Un peu moins de 300 grammes d’herbe et de résine de cannabis avaient été retrouvés à son domicile montluçonnais. Un habitant du quartier de La Croix blanche a été condamné à deux ans de prison hier après-midi. Il était jugé selon la procédure de comparution immédiate, trois jours après son interpellation.
Les policiers avaient agi suite au signalement anonyme d’une transaction au pied de l’immeuble du mis-en-cause. Un chien renifleur avait permis de remonter jusqu’à l’appartement d’un prévenu déjà connu pour son implication dans du trafic de stupéfiants. C’est justement après avoir purgé une peine pour trafic qu’un bracelet électronique lui avait été retiré le 10 juillet dernier. Moins d’un mois et demi après, ce jeune homme de 25 ans était donc de retour devant les juges.

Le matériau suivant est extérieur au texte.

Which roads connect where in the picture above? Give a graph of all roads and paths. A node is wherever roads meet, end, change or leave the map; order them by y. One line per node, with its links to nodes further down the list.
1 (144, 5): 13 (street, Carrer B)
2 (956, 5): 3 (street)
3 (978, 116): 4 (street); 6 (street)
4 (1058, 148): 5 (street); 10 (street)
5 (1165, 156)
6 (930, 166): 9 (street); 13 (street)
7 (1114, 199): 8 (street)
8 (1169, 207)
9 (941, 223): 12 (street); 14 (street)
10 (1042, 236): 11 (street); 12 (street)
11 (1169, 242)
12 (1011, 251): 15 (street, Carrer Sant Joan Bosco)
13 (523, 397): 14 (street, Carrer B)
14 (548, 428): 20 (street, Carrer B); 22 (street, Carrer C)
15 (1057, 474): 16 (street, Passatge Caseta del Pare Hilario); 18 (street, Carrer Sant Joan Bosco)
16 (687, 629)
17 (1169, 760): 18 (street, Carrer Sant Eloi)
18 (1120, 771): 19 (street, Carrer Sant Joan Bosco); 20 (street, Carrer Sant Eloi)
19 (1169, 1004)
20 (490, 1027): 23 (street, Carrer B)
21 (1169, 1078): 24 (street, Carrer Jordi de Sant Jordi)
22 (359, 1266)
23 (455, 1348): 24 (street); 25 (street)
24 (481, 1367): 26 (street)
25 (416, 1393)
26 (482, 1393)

"Quand allez-vous prendre conscience", l’interroge d’ailleurs la présidente du tribunal. "L’ancrage dans les stups paraît assez profond". Lui l’assure : il n’a "jamais" vendu de produits. Et si ce consommateur détenait chez lui d’importantes quantités de cannabis et 600 euros en petites coupures, c’était, dit-il, parce qu’il avait été contraint de le faire en raison de dette de stupéfiants. Par qui ? Il refuse de donner des noms par peur de représailles.
"Un discours incohérent" pointe le parquet en requérant une peine de 24 mois de prison ferme, et 6 mois supplémentaire par révocation du sursis d’une peine précédente. Des réquisitions suivies par le tribunal.
Le prévenu a été maintenu en détention.